Data excerpts
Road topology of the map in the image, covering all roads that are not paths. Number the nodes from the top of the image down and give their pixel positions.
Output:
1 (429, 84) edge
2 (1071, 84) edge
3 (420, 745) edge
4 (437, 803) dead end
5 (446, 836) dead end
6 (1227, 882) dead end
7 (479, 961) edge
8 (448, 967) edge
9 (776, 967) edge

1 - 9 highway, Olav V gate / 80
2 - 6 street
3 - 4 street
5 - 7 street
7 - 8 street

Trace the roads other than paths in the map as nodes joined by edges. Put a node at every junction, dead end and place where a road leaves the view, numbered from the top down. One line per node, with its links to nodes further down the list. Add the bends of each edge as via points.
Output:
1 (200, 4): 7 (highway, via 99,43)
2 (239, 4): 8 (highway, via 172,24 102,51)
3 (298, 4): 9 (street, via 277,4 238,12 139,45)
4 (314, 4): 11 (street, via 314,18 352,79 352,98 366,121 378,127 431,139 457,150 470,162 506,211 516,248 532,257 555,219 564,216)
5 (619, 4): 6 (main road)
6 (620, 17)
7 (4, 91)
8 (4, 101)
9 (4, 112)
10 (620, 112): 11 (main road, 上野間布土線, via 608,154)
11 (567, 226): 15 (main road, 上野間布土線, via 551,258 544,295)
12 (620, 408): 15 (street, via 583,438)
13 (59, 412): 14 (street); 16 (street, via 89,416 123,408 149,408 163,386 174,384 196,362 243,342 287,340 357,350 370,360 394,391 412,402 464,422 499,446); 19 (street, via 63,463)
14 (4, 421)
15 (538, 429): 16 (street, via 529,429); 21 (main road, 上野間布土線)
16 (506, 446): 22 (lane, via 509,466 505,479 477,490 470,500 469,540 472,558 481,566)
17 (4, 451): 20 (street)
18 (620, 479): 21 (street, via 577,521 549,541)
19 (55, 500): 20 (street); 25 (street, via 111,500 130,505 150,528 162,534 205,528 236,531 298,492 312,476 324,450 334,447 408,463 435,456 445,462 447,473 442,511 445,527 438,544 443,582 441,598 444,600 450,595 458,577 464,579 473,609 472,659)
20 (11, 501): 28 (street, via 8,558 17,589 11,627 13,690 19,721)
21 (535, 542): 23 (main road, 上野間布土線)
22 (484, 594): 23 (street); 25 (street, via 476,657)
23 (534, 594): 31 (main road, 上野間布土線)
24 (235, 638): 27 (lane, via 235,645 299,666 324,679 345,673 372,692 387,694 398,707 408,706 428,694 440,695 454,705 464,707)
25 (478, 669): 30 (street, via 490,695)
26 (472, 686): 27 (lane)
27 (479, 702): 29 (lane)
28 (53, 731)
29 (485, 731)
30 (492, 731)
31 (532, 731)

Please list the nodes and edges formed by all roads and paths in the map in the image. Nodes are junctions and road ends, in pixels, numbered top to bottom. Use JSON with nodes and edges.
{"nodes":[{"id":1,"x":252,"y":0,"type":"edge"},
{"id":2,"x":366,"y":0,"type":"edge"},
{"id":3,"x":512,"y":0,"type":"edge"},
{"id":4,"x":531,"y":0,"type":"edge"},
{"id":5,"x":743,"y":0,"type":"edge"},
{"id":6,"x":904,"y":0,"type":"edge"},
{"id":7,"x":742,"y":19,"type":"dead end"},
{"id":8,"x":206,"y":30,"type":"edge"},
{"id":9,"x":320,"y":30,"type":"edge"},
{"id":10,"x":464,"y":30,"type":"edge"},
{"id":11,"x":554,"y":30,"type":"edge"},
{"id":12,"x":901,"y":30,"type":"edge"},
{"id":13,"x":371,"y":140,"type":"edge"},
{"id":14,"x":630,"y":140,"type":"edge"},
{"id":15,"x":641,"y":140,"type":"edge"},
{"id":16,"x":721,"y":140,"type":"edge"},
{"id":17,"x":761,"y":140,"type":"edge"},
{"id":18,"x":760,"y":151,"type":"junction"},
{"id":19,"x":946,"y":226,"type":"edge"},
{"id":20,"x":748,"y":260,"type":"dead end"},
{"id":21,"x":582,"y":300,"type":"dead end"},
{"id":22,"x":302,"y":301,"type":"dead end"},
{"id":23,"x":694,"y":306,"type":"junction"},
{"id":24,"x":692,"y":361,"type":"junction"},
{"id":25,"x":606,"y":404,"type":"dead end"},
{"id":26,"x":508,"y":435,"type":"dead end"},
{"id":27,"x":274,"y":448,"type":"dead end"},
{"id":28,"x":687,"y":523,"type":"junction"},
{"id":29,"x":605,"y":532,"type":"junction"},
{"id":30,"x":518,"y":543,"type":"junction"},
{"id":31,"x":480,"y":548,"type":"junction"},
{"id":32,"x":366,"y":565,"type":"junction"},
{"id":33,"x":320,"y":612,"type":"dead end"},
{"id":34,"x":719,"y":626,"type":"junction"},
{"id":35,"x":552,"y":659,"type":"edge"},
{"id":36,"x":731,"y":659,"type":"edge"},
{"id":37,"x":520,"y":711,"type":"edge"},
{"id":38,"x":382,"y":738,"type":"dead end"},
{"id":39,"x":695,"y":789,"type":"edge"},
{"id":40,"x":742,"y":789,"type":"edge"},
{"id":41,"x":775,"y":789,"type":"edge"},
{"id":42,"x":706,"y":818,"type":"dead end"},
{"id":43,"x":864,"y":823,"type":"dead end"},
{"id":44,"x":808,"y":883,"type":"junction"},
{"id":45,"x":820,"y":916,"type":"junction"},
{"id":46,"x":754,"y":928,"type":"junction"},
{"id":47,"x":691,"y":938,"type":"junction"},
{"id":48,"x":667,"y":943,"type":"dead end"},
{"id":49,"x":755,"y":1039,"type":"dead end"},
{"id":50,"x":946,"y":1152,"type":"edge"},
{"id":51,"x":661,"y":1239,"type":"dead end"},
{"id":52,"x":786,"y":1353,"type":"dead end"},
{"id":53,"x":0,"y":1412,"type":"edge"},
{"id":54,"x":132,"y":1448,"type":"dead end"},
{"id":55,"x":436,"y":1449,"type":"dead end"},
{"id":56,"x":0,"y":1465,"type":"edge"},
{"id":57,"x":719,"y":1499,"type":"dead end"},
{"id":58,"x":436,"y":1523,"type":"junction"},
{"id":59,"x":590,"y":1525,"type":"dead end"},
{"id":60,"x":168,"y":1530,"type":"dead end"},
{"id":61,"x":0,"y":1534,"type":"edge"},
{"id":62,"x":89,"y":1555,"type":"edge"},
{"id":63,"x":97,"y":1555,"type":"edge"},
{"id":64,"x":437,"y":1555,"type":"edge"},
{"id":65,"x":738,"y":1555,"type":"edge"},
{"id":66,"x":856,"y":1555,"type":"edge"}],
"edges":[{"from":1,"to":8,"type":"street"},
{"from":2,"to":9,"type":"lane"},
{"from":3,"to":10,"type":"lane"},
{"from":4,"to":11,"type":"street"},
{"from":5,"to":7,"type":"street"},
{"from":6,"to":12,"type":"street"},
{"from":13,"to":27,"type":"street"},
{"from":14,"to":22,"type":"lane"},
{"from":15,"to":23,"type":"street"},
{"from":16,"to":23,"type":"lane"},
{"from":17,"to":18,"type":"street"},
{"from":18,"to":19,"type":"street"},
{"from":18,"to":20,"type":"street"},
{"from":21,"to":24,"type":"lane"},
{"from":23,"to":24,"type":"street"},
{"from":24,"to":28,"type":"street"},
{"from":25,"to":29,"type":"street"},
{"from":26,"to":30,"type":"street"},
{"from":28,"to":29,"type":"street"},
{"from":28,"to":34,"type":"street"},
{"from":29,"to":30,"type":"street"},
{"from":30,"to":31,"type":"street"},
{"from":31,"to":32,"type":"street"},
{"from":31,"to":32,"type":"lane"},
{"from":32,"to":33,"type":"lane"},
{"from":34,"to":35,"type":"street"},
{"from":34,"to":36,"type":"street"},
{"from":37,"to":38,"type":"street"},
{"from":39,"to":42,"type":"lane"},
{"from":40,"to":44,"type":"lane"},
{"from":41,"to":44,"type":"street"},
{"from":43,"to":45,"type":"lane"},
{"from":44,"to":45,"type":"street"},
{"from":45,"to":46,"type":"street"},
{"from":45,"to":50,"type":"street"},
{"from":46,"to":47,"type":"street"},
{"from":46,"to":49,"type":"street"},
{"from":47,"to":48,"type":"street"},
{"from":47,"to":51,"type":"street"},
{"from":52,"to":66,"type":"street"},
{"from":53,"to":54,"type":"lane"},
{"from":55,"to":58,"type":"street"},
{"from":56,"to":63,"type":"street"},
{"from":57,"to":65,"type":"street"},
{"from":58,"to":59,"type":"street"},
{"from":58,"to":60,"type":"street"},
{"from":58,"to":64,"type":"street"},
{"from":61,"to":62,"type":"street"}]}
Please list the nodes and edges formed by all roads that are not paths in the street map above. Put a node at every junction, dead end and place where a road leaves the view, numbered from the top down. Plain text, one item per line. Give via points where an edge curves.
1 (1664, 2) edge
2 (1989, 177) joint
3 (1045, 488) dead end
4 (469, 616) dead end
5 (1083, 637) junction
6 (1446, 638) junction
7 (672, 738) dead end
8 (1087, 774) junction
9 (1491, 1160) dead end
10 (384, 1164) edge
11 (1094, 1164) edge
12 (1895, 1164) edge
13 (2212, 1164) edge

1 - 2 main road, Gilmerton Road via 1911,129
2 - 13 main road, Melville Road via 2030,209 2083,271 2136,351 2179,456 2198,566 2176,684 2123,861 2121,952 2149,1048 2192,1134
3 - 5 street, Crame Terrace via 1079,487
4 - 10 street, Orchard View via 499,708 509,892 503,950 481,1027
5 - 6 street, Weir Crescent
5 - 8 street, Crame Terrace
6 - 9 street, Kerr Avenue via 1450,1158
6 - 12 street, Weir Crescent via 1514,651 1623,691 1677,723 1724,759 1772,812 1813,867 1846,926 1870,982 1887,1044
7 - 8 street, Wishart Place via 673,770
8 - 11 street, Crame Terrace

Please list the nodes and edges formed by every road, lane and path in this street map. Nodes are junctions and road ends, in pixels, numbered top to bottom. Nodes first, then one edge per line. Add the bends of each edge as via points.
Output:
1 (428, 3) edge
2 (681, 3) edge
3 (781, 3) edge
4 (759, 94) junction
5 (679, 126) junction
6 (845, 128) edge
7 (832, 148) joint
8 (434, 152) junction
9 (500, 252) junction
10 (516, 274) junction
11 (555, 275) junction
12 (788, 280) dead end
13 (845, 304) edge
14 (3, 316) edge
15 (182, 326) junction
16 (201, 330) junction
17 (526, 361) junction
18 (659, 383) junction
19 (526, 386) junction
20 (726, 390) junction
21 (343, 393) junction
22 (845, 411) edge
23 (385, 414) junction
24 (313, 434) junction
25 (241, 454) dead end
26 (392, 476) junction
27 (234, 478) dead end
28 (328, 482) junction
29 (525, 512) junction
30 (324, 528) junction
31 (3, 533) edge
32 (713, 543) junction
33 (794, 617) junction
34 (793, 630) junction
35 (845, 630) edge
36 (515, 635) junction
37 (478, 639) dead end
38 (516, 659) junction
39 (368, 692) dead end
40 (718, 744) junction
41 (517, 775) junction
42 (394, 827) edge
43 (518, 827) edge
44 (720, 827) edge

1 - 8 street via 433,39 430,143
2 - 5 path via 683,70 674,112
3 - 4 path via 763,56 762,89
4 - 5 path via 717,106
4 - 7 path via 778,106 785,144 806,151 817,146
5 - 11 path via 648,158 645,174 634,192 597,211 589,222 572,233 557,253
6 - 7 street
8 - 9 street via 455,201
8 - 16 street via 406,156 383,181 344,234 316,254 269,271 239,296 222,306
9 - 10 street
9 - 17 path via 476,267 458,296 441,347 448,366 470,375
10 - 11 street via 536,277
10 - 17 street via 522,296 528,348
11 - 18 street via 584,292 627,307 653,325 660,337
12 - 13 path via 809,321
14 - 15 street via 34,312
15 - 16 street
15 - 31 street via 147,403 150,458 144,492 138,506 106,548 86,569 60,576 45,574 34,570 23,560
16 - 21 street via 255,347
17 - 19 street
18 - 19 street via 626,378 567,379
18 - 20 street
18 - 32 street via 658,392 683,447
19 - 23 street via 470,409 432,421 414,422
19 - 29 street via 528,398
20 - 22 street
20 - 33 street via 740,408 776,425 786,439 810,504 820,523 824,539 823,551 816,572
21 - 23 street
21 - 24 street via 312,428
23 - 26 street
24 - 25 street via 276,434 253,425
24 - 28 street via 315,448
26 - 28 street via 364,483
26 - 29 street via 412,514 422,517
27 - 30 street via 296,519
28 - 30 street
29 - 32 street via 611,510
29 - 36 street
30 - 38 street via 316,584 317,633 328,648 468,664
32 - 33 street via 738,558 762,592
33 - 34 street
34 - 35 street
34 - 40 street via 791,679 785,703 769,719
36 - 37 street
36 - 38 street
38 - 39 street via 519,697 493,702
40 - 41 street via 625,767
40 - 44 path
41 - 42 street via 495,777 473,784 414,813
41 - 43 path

*PROBLEM REQUIREMENTS*
Return only those lines of the records that contain the string "bottom".

*OUTPUT*
Please list the nodes and edges formed by all roads and paths in the map in the image. Nodes are junctions and road ends, in pixels, numbered top to bottom. Use JSON with nodes and edges.
Please list the nodes and edges formed by every road, lane and path in this street map. Nodes are junctions and road ends, in pixels, numbered top to bottom. Nodes first, then one edge per line. Add the bends of each edge as via points.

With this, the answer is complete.